**Brief**
For the data below, count the lines that have the string "their" and state that number by itself.
[[ Provided records, beginning ]]
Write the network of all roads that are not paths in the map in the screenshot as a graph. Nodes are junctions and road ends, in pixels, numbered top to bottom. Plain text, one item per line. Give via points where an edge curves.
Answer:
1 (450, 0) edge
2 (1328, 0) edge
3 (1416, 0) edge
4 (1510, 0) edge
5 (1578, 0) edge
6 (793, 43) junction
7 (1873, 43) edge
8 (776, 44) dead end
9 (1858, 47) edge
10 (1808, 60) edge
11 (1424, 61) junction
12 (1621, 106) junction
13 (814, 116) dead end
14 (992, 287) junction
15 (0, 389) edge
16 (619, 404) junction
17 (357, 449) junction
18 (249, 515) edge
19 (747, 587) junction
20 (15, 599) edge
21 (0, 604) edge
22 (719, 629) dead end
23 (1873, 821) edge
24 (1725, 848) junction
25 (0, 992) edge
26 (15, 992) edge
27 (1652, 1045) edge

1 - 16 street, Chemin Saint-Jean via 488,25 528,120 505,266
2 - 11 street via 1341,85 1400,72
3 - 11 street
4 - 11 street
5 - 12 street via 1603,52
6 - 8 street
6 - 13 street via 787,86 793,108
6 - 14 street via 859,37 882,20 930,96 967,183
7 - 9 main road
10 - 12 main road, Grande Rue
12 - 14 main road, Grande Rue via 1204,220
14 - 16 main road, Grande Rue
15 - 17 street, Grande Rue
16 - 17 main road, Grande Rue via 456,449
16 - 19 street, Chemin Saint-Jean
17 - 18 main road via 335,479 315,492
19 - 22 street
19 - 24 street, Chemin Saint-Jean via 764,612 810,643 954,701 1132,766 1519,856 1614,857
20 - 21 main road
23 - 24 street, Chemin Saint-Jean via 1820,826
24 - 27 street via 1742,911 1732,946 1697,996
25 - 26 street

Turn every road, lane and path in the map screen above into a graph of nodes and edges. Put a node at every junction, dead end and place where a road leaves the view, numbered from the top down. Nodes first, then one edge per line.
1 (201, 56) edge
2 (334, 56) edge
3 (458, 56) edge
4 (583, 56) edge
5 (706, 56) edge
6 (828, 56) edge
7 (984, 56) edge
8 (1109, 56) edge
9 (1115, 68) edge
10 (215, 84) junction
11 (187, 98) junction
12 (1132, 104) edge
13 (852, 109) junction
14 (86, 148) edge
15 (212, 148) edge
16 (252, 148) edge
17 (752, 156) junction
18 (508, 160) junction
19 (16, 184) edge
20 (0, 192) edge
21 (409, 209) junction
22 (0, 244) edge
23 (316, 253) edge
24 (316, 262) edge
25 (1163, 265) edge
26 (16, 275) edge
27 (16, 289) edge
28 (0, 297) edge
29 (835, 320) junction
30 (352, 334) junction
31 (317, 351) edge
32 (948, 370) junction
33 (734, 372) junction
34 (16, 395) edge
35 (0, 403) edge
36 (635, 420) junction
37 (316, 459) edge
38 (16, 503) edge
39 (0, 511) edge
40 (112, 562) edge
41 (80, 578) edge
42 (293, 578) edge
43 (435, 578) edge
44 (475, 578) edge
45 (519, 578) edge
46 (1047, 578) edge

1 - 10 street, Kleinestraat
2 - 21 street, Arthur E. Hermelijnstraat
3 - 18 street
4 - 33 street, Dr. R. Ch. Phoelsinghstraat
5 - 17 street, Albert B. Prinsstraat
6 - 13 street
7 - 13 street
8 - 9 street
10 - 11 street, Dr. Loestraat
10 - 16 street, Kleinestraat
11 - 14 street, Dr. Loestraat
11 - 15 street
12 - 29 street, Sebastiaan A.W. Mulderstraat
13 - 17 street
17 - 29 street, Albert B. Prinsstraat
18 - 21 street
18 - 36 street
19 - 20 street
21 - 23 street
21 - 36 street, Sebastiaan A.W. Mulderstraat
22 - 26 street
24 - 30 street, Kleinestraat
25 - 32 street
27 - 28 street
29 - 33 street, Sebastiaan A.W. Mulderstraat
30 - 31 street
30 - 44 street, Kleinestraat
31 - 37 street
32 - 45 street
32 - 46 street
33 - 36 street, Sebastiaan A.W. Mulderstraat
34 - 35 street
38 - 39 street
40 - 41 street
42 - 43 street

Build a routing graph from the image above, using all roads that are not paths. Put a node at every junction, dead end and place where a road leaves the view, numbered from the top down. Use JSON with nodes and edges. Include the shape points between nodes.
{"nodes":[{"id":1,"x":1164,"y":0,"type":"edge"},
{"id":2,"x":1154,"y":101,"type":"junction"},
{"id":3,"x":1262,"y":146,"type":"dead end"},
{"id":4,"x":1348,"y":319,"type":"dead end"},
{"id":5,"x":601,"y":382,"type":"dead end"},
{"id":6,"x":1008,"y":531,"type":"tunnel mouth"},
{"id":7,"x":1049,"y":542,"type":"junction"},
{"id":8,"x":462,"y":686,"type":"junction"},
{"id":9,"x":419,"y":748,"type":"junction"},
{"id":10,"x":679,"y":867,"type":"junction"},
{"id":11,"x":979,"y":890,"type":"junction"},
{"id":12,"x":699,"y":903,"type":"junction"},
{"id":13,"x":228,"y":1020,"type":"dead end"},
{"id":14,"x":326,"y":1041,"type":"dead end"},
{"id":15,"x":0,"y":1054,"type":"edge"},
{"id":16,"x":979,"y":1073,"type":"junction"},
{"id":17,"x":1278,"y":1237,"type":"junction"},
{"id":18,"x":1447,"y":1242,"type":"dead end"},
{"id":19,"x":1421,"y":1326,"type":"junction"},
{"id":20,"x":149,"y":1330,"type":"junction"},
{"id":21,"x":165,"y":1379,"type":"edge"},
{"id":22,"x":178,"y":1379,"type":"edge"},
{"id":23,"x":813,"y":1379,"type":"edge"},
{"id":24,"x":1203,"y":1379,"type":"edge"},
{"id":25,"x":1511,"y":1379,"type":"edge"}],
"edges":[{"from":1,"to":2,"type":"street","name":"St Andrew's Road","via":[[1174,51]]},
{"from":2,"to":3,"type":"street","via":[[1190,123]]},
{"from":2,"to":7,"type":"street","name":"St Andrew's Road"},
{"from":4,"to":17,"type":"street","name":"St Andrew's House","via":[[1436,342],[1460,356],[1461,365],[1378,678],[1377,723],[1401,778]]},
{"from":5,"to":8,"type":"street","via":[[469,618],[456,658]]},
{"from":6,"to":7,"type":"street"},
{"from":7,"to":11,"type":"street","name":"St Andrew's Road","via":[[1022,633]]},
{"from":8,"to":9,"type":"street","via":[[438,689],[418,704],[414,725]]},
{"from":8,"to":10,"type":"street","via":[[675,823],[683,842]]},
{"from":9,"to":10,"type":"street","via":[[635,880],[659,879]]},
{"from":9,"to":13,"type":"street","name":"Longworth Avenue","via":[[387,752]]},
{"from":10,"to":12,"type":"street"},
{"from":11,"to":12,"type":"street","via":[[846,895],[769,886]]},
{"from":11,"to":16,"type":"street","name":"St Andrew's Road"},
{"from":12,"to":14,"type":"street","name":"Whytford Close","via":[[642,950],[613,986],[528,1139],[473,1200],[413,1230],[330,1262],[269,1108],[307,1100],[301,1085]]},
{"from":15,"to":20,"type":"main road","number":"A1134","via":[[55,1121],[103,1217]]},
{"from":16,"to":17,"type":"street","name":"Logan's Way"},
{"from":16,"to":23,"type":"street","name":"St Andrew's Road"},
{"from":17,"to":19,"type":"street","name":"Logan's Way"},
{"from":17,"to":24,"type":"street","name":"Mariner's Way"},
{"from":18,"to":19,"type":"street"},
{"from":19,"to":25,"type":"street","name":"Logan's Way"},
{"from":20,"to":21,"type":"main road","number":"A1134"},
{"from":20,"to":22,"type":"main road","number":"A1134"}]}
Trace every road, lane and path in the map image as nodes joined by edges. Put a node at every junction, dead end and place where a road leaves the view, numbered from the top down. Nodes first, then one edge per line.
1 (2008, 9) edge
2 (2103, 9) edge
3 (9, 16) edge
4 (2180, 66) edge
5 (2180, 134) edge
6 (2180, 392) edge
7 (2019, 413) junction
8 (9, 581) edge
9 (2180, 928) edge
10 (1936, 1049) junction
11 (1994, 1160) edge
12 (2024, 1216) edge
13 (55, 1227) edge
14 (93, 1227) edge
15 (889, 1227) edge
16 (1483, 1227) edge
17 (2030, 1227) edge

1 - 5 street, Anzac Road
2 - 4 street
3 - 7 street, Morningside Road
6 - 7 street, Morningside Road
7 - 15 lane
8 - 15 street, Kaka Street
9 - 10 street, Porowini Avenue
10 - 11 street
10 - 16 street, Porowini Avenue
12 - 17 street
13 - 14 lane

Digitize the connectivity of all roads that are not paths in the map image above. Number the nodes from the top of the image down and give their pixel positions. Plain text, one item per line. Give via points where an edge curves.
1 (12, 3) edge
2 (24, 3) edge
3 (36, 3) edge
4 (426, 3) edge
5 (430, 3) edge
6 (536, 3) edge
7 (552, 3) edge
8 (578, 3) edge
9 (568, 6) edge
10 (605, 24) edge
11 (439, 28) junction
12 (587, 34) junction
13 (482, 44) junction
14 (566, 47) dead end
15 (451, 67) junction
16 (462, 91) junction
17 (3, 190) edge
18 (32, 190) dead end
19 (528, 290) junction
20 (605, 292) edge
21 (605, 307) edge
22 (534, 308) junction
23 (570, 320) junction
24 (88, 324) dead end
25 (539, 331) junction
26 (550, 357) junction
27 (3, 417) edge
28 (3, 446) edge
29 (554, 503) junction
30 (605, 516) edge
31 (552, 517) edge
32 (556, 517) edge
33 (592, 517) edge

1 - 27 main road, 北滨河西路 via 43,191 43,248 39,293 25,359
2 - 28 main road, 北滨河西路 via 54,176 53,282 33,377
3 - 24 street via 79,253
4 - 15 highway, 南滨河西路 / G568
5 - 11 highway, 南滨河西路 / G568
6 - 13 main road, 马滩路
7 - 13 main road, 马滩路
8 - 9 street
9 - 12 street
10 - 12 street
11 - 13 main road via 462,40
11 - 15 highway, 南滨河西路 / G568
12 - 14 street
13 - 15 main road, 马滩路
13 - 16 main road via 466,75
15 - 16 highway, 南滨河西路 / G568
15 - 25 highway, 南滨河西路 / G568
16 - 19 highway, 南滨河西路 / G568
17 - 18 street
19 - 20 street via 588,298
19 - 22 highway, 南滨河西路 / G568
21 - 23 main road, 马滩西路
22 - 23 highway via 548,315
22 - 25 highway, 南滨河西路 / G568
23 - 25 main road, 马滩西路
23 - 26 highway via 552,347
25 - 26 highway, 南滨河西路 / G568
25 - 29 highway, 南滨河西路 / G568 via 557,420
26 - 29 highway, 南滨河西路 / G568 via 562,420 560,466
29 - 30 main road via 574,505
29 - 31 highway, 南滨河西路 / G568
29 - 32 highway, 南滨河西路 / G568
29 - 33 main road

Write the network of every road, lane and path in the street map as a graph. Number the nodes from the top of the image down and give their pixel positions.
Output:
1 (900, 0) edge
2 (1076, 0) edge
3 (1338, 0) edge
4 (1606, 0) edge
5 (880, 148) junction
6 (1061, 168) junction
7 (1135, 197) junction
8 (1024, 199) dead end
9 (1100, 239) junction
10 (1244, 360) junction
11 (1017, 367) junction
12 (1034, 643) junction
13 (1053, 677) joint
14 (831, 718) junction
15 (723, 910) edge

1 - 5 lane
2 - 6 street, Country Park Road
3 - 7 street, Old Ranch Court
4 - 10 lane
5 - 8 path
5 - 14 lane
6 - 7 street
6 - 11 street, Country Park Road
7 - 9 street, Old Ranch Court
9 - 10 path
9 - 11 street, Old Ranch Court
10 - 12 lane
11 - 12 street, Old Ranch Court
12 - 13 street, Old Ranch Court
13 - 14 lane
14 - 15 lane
[[ Provided records, end ]]
**Result of the task**
2